Publié le 28-08-2018 7:06

Outre l’instauration d’un droit à l’erreur et de dispositions tendant à normaliser les rapports existants entre les entreprises et l’administration fiscale, la Loi pour un Etat au service d’une société de confiance (Loi Essoc) est venue adopter un ensemble de « mesurettes ». Revue de détails…

Loi Essoc : les nouveautés en matière fiscale

  • Télédéclaration de l’impôt sur le revenu

Malgré la mise en place du prélèvement à la source dès janvier 2019, vous devrez continuer, chaque année, à déclarer vos revenus.

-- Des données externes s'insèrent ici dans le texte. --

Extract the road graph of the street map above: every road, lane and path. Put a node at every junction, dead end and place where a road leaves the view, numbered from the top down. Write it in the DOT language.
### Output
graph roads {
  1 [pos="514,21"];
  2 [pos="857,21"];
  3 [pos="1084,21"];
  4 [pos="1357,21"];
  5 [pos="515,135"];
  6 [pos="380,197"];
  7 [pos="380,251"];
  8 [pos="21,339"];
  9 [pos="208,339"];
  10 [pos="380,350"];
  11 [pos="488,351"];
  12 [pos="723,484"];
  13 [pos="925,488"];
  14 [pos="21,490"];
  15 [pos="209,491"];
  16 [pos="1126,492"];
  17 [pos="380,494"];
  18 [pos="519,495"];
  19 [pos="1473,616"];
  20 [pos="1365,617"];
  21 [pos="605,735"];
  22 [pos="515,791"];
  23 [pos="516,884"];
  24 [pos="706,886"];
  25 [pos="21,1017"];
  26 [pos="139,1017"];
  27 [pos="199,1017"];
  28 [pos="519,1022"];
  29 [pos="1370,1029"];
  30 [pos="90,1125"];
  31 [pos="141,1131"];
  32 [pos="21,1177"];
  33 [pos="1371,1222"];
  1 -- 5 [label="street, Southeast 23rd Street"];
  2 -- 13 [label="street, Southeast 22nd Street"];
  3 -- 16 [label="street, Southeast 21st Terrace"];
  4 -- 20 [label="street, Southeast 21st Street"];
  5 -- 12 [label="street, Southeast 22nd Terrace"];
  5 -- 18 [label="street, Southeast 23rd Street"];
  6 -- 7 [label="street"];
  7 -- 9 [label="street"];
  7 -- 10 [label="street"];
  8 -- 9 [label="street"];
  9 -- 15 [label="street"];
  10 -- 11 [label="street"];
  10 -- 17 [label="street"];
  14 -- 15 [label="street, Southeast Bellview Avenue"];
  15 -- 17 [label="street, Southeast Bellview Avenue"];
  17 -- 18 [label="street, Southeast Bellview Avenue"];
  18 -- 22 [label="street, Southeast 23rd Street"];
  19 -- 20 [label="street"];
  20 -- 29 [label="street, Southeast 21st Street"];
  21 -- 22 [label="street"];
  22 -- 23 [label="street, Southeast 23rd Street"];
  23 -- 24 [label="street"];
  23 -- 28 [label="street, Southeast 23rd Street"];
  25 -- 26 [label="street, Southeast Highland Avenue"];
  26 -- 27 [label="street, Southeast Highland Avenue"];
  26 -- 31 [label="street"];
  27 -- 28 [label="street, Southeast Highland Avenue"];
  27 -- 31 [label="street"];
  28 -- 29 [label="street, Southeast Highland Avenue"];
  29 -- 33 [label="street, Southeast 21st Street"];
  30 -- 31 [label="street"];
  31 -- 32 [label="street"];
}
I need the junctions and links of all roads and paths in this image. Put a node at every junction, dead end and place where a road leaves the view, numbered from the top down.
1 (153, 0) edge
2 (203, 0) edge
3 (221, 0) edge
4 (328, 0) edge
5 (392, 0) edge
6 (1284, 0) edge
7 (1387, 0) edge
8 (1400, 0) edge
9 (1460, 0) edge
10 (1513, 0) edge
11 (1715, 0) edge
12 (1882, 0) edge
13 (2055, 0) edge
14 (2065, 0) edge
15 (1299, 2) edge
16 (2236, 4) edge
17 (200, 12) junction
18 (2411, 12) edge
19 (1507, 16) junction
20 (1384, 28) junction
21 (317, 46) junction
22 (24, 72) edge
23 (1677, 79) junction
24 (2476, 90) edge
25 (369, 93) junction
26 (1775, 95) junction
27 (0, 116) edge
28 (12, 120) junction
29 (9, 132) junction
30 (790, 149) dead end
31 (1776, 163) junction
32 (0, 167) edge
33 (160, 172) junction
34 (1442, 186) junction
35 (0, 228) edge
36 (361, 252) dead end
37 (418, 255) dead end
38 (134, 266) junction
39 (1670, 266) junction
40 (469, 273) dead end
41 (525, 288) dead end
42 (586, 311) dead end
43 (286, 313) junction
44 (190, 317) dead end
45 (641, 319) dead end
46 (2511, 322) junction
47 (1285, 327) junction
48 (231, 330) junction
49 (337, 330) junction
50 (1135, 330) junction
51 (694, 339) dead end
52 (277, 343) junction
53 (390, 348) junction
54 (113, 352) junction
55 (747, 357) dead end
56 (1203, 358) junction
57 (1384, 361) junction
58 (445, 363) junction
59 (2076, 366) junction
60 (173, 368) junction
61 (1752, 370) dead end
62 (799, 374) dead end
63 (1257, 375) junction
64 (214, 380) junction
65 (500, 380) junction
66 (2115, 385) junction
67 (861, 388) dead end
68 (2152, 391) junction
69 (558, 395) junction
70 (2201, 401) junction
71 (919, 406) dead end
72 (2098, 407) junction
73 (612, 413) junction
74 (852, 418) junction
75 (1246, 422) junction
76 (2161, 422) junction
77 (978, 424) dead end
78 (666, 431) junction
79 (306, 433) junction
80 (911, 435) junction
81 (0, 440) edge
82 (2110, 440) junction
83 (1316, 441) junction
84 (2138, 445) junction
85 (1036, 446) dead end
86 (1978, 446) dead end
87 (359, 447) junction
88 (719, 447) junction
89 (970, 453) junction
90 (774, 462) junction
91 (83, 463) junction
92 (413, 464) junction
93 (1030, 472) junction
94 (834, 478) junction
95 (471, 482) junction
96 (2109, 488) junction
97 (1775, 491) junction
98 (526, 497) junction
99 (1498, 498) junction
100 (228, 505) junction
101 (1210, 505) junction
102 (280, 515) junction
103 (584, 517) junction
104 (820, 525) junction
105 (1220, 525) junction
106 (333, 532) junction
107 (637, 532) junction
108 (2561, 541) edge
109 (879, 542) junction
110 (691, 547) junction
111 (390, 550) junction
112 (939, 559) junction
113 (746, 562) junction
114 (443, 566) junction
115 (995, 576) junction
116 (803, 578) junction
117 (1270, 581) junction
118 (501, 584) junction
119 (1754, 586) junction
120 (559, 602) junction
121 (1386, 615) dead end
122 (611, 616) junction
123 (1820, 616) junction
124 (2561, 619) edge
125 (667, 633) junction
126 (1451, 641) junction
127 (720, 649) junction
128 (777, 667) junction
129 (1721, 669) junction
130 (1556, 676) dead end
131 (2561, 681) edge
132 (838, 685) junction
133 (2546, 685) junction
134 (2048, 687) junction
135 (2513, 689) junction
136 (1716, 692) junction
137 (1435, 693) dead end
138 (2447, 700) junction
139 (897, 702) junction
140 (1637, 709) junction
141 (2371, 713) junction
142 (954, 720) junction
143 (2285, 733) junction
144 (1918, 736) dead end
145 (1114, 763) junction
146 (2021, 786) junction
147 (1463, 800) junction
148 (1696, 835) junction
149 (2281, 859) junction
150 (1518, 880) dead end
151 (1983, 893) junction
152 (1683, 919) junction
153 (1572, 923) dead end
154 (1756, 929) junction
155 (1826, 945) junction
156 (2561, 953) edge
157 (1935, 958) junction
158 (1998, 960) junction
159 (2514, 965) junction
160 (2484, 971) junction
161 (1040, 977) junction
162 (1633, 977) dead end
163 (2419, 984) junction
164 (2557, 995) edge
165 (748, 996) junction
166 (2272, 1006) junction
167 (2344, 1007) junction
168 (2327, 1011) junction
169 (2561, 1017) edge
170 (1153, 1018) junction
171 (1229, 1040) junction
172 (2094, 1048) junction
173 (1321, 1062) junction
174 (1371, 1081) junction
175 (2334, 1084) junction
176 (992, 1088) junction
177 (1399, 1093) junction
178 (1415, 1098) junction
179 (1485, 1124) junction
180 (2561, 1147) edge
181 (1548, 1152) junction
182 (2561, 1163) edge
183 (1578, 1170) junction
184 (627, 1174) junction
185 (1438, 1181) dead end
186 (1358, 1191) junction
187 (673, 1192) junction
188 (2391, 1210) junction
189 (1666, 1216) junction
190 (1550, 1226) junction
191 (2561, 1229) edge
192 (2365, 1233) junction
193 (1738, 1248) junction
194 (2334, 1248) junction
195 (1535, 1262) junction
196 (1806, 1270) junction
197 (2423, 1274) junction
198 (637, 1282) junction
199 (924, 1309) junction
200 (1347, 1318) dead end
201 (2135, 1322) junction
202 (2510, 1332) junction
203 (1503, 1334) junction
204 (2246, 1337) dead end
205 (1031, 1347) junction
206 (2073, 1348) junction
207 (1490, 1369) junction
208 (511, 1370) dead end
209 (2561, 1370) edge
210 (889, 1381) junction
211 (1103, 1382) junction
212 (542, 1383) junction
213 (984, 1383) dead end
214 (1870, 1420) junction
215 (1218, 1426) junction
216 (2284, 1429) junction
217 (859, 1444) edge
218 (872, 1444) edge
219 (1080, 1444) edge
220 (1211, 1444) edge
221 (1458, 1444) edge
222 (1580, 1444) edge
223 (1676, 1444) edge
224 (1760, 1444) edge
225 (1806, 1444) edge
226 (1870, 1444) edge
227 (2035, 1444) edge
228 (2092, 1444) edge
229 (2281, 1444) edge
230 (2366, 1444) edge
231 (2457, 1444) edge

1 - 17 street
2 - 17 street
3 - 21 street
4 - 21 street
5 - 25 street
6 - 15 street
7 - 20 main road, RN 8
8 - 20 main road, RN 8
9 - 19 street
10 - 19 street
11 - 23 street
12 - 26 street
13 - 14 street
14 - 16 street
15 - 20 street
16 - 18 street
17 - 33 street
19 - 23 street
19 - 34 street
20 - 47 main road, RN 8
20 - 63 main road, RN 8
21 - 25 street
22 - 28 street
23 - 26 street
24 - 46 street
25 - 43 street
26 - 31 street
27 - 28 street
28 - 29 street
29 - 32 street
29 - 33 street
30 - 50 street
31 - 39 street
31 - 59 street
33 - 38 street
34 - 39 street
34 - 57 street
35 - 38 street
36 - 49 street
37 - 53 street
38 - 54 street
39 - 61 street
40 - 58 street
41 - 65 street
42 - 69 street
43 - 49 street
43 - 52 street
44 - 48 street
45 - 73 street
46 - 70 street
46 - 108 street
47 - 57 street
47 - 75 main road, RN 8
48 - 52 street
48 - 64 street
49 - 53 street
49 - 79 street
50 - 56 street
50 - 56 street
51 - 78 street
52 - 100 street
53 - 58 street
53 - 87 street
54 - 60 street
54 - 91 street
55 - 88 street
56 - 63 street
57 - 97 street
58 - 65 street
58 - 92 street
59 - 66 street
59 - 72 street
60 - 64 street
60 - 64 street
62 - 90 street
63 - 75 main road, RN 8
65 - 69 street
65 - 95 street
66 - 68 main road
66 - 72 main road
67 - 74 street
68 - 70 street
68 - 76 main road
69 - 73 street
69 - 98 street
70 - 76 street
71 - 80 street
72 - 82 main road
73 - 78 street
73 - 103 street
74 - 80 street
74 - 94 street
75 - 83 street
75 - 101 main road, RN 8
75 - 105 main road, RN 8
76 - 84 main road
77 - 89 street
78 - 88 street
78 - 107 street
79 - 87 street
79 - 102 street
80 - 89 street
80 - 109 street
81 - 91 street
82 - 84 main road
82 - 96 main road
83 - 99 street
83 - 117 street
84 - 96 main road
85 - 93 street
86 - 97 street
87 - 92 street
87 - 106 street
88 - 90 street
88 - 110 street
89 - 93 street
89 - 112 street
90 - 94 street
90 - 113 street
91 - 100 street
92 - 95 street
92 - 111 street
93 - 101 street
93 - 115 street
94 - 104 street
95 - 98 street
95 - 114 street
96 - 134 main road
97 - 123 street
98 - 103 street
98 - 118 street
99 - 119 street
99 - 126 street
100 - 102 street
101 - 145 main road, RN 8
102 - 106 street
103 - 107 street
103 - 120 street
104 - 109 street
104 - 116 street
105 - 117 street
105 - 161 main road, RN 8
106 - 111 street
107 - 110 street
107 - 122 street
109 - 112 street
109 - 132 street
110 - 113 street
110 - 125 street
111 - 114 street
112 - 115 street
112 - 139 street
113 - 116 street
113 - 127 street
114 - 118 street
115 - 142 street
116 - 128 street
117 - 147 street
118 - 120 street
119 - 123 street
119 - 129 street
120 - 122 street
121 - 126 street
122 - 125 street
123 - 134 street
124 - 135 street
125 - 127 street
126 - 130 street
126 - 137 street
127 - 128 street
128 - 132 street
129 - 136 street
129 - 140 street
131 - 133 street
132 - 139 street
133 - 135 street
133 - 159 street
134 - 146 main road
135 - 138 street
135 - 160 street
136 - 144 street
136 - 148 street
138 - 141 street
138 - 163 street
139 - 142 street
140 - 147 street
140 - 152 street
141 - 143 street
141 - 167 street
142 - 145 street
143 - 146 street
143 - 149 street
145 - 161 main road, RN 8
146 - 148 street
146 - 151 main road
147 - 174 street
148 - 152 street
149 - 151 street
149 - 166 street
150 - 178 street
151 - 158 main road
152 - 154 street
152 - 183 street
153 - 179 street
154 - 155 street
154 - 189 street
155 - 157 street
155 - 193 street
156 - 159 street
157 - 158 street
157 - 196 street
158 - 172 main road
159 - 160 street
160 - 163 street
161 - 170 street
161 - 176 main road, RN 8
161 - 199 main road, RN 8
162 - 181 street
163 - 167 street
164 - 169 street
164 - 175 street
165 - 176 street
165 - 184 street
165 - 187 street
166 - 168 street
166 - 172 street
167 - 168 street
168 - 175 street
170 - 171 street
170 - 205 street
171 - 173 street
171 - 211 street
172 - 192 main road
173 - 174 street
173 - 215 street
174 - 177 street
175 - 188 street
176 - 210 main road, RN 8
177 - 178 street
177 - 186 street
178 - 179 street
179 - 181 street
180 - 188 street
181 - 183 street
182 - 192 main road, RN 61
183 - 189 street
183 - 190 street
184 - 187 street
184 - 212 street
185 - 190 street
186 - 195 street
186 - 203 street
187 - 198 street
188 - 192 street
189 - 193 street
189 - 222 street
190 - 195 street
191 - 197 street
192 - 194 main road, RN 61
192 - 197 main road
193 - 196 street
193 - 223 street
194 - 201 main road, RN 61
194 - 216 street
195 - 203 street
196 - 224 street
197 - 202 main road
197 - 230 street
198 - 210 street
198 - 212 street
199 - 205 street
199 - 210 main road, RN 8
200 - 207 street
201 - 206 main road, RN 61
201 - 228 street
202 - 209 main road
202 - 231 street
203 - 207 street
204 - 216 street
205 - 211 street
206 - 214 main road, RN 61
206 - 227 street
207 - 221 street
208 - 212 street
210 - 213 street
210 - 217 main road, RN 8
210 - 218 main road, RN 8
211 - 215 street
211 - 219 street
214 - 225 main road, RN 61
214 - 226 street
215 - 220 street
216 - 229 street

Alors qu’en mai 2018 seules les personnes titulaires d’un revenu fiscal de référence supérieur à 15 000 € devaient déclarer leurs revenus en ligne, l’année prochaine, en mai 2019, tous les contribuables devront, par principe, déposer leur déclaration de revenus en ligne et ce, quel que soit le montant de leur revenu fiscal de référence.

Il existe toutefois 2 exceptions à ce principe, permettant à certains contribuables de continuer à déclarer leurs revenus au moyen d’un formulaire papier. Il s’agit :

  • des personnes dont la résidence principale est dépourvue d’accès internet ;
  • des personnes qui, au vu de leur situation, de leur âge, de leur handicap, etc., indiquent à l’administration ne pas être en mesure de recourir à la déclaration électronique.

La Loi Essoc vient préciser que les personnes qui résident dans des zones où aucun service mobile n’est disponible sont dispensées de l’obligation de télédéclaration de leurs revenus et de télépaiement de leur impôt et ce, jusqu’au 31 décembre 2024.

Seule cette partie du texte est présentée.